=== Section Start ===
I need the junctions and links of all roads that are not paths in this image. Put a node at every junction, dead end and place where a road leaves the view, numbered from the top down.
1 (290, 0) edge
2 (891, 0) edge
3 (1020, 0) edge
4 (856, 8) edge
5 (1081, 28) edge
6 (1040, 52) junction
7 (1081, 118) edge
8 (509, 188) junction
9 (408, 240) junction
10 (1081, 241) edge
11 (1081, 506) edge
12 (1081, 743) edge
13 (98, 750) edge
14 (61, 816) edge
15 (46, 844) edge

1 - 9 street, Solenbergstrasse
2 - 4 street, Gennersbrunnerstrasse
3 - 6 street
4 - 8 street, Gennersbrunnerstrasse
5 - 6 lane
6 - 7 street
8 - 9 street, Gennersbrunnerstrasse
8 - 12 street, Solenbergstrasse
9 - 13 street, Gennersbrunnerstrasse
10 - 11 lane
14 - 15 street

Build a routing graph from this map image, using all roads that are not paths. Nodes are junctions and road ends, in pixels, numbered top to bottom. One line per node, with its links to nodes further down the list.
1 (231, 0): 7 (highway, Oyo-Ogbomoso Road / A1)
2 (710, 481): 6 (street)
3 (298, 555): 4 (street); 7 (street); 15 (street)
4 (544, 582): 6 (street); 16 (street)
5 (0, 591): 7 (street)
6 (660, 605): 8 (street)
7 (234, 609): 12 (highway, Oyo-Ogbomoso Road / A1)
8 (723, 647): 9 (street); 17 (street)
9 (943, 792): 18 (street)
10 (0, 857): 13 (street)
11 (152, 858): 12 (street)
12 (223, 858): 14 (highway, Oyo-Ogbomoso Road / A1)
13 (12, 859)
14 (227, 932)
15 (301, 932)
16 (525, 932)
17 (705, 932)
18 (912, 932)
=== Section End ===
- _WHAT IS REQUIRED_
Retype the records above in full. Every word should match.

- _EXERCISE RESULT_
I need the junctions and links of all roads that are not paths in this image. Put a node at every junction, dead end and place where a road leaves the view, numbered from the top down.
1 (290, 0) edge
2 (891, 0) edge
3 (1020, 0) edge
4 (856, 8) edge
5 (1081, 28) edge
6 (1040, 52) junction
7 (1081, 118) edge
8 (509, 188) junction
9 (408, 240) junction
10 (1081, 241) edge
11 (1081, 506) edge
12 (1081, 743) edge
13 (98, 750) edge
14 (61, 816) edge
15 (46, 844) edge

1 - 9 street, Solenbergstrasse
2 - 4 street, Gennersbrunnerstrasse
3 - 6 street
4 - 8 street, Gennersbrunnerstrasse
5 - 6 lane
6 - 7 street
8 - 9 street, Gennersbrunnerstrasse
8 - 12 street, Solenbergstrasse
9 - 13 street, Gennersbrunnerstrasse
10 - 11 lane
14 - 15 street

Build a routing graph from this map image, using all roads that are not paths. Nodes are junctions and road ends, in pixels, numbered top to bottom. One line per node, with its links to nodes further down the list.
1 (231, 0): 7 (highway, Oyo-Ogbomoso Road / A1)
2 (710, 481): 6 (street)
3 (298, 555): 4 (street); 7 (street); 15 (street)
4 (544, 582): 6 (street); 16 (street)
5 (0, 591): 7 (street)
6 (660, 605): 8 (street)
7 (234, 609): 12 (highway, Oyo-Ogbomoso Road / A1)
8 (723, 647): 9 (street); 17 (street)
9 (943, 792): 18 (street)
10 (0, 857): 13 (street)
11 (152, 858): 12 (street)
12 (223, 858): 14 (highway, Oyo-Ogbomoso Road / A1)
13 (12, 859)
14 (227, 932)
15 (301, 932)
16 (525, 932)
17 (705, 932)
18 (912, 932)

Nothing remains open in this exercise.